Transcription des genes de proteines plasmatiques dans le foie au cours de l'inflammation aigue systemique

In the acute phase of a systemic inflammatory response, the so-called proinflammatory cytokines (interleukin-1 [IL-1]; IL-6) trigger significant changes in protein sytheses in liver. The hepatocyte is a source for most plasma proteins. Among the latter, many display a transient, up- (positive proteins) or down-regulated (negative proteins) synthesis during the acute phase. These regulations take place mostly at a transcriptional level and involve several families of nuclear factors. Some factors are primarily responsible for a basal and specific gene expression in liver (i.e. HNF factors and some factors of the C/EBP and STAT families).

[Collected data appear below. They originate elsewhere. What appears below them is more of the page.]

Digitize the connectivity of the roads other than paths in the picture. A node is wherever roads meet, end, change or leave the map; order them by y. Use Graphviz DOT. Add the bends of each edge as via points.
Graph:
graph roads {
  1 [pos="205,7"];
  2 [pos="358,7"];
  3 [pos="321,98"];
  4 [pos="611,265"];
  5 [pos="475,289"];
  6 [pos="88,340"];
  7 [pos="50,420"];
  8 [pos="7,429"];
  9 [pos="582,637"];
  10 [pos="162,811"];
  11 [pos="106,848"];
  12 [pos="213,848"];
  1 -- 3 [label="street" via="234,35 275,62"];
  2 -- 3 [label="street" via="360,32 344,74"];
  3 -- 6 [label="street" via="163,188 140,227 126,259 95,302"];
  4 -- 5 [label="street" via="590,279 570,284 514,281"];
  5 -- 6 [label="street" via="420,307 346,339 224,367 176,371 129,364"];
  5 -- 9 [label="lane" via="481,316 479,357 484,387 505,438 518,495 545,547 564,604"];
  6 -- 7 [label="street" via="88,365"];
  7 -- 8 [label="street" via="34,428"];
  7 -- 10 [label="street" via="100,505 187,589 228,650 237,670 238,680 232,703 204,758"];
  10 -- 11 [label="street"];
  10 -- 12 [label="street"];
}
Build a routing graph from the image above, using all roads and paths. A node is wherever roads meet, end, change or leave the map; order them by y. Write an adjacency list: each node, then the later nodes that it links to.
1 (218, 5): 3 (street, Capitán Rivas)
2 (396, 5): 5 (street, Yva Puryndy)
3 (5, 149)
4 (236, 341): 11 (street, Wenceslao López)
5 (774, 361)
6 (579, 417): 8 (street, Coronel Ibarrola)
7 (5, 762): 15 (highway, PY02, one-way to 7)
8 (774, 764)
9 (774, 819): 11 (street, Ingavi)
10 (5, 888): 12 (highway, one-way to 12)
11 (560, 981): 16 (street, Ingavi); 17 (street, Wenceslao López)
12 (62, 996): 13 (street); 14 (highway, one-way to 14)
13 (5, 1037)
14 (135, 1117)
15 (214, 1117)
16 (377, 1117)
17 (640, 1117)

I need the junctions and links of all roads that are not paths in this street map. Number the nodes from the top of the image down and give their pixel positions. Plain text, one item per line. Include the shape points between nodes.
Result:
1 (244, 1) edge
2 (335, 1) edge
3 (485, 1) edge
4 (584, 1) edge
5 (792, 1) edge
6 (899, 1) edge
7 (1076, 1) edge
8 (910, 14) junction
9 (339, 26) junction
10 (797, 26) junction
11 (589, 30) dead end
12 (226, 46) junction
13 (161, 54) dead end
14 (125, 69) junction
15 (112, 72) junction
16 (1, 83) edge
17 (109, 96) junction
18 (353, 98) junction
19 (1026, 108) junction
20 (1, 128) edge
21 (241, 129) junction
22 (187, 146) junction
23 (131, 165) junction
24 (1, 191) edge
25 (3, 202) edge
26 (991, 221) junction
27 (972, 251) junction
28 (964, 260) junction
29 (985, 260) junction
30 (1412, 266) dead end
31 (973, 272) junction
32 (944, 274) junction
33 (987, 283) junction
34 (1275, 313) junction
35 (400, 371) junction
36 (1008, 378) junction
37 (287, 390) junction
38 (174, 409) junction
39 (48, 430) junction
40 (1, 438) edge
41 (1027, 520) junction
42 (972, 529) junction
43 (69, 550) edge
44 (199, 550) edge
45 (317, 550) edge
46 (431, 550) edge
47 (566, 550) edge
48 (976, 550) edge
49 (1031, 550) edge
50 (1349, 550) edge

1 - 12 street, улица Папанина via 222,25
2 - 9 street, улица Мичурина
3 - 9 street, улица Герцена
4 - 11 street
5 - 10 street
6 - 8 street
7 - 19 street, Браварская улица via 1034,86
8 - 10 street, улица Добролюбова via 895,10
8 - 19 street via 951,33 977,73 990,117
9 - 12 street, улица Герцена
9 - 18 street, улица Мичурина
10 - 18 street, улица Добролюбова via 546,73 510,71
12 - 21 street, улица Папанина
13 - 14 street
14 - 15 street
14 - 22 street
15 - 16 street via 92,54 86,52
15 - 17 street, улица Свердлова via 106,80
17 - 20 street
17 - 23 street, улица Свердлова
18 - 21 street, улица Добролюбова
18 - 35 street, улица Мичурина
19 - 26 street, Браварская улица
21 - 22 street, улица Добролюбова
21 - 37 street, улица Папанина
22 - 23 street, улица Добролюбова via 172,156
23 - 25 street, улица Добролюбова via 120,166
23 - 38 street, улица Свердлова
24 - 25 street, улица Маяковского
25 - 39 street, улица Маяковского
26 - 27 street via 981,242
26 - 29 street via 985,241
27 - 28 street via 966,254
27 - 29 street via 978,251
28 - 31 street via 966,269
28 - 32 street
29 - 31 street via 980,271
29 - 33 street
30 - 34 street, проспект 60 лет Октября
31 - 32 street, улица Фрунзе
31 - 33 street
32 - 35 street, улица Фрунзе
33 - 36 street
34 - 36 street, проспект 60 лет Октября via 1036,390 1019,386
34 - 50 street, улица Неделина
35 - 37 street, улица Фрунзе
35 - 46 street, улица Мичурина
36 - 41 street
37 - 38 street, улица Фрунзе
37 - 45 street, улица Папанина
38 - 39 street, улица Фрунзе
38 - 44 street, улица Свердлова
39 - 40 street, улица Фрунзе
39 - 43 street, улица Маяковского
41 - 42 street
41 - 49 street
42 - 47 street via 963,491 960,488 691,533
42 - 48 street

Other nuclear factors are mediators for the IL-1- (i.e. some factors of C/EBP family) or IL-6-regulated pathways (some factors of STAT family; glucocorticoid receptor), This paper reviews our knowledge of the molecular events (binding sites and factors in a given gene; synergism or antagonism between factors for gene binding; synergism in gene activation) that regulate the transcription of some genes coding for positive or negative plasma proteins. The equal importance of the NF-κB and C/EBP factors in the IL-1-driven gene response, the growing number of STAT factors involved in the IL-6-driven one as well as, in some instances, the simultaneous involvement of both sets of IL 1- or IL-6-associated factors are outlined.